● Exercise brief
Would you please copy the part of the material below that opens with the line containing "Read the map" and closes with the line containing "Describe the screenshot"? Copy it exactly, and only it.

++++

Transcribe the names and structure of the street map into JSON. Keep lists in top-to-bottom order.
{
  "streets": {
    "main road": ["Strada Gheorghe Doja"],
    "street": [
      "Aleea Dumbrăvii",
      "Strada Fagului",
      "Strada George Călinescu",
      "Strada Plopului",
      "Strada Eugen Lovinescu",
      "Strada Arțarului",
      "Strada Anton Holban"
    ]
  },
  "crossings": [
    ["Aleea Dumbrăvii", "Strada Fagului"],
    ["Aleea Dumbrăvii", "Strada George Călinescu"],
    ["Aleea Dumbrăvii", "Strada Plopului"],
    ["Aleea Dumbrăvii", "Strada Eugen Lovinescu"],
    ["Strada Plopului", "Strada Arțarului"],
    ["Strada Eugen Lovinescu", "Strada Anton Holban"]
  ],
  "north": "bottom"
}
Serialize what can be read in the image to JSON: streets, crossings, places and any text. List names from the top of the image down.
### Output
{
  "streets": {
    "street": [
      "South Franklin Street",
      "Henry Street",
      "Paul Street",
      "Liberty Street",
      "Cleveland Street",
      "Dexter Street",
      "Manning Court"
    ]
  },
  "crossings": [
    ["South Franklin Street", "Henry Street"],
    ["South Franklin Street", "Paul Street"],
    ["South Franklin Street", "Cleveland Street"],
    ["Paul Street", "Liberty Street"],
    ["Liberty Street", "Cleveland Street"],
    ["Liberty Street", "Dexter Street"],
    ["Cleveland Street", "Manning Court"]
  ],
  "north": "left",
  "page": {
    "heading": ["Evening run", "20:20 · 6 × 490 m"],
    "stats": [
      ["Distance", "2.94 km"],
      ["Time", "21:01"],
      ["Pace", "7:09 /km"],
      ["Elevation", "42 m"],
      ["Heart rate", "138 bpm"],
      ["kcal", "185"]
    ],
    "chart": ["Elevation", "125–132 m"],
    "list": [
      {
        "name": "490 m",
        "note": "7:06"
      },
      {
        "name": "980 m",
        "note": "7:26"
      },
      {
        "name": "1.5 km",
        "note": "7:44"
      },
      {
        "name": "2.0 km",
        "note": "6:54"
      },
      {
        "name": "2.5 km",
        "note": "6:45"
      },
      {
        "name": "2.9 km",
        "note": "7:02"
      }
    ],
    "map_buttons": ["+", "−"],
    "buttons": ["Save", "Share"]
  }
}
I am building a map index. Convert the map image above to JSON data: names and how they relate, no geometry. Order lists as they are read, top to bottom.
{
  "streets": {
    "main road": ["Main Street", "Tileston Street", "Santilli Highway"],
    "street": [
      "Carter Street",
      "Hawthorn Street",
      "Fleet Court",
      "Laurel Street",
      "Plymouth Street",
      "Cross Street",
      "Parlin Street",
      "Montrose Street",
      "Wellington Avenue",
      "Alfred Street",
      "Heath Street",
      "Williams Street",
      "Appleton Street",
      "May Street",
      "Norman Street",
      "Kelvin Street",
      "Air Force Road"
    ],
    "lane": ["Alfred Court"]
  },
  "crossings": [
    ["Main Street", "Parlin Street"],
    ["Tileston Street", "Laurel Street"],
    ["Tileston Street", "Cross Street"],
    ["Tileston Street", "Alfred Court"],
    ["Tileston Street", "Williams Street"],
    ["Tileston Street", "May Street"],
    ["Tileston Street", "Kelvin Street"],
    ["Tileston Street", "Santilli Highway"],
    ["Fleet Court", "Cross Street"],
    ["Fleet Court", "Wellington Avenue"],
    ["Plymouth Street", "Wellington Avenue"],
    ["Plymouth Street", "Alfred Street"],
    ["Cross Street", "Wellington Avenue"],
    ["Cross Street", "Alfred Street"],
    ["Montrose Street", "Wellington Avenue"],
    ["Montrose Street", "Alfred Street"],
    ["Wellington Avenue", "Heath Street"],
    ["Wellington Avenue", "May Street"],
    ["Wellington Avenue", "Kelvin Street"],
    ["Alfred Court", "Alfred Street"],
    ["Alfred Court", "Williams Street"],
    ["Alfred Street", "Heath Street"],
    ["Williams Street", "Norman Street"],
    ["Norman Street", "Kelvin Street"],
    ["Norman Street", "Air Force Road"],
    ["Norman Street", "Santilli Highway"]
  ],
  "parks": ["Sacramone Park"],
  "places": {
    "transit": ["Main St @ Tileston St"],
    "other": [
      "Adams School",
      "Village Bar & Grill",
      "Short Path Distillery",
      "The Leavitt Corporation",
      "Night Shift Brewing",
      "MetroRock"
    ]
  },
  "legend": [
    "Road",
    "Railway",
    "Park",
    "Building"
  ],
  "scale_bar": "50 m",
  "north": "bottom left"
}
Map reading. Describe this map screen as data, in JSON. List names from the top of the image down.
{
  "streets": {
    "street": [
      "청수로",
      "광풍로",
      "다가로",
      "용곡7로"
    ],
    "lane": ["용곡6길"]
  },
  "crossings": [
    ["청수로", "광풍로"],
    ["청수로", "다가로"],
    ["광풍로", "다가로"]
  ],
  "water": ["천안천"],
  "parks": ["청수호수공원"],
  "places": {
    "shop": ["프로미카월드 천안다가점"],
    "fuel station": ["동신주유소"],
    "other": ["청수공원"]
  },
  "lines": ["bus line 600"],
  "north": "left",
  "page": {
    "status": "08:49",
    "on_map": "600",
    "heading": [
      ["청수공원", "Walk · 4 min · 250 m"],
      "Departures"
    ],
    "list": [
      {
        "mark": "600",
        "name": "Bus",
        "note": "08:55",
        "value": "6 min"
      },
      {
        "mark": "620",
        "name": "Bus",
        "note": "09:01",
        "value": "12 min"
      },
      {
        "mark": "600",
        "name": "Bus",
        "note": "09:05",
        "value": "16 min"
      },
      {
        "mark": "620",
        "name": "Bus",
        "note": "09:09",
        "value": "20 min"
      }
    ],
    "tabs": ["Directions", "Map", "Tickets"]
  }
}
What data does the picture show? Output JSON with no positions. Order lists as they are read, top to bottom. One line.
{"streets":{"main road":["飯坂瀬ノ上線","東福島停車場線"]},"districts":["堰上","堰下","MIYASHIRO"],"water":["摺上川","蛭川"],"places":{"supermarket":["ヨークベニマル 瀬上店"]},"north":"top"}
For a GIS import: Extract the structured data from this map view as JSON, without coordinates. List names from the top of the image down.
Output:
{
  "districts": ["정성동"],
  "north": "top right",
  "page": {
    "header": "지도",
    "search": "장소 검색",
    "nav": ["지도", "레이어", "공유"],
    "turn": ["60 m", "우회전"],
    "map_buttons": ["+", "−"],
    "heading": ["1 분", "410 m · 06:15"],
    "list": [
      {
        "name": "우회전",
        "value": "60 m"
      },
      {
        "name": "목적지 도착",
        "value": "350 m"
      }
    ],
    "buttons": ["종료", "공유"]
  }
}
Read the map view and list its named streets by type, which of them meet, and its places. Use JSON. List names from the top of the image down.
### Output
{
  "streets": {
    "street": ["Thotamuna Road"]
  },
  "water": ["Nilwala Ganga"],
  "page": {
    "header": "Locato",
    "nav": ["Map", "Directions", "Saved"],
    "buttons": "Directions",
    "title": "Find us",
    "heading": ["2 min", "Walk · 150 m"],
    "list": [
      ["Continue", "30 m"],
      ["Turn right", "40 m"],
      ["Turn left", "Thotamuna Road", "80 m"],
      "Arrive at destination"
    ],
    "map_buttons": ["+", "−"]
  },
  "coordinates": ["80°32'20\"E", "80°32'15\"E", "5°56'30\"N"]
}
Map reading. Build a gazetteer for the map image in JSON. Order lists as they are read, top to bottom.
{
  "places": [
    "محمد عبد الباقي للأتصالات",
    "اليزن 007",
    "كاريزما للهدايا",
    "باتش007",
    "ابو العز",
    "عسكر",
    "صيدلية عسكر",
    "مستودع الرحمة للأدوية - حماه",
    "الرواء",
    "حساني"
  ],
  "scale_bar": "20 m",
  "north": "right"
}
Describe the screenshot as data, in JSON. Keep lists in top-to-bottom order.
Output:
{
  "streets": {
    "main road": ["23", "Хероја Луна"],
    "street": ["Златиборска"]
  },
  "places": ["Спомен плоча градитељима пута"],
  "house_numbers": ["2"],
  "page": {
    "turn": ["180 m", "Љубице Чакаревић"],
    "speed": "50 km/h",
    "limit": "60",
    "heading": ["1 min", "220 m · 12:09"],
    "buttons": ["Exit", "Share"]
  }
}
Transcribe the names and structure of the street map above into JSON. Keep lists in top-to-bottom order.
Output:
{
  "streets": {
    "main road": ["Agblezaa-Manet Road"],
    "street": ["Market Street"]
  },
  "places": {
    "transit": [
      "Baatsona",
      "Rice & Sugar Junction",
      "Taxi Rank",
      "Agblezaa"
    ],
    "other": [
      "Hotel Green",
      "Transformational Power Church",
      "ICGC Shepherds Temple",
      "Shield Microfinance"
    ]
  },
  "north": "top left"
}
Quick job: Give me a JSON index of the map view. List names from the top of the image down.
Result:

++++

● Answer space
Read the map view and list its named streets by type, which of them meet, and its places. Use JSON. List names from the top of the image down.
### Output
{
  "streets": {
    "street": ["Thotamuna Road"]
  },
  "water": ["Nilwala Ganga"],
  "page": {
    "header": "Locato",
    "nav": ["Map", "Directions", "Saved"],
    "buttons": "Directions",
    "title": "Find us",
    "heading": ["2 min", "Walk · 150 m"],
    "list": [
      ["Continue", "30 m"],
      ["Turn right", "40 m"],
      ["Turn left", "Thotamuna Road", "80 m"],
      "Arrive at destination"
    ],
    "map_buttons": ["+", "−"]
  },
  "coordinates": ["80°32'20\"E", "80°32'15\"E", "5°56'30\"N"]
}
Map reading. Build a gazetteer for the map image in JSON. Order lists as they are read, top to bottom.
{
  "places": [
    "محمد عبد الباقي للأتصالات",
    "اليزن 007",
    "كاريزما للهدايا",
    "باتش007",
    "ابو العز",
    "عسكر",
    "صيدلية عسكر",
    "مستودع الرحمة للأدوية - حماه",
    "الرواء",
    "حساني"
  ],
  "scale_bar": "20 m",
  "north": "right"
}
Describe the screenshot as data, in JSON. Keep lists in top-to-bottom order.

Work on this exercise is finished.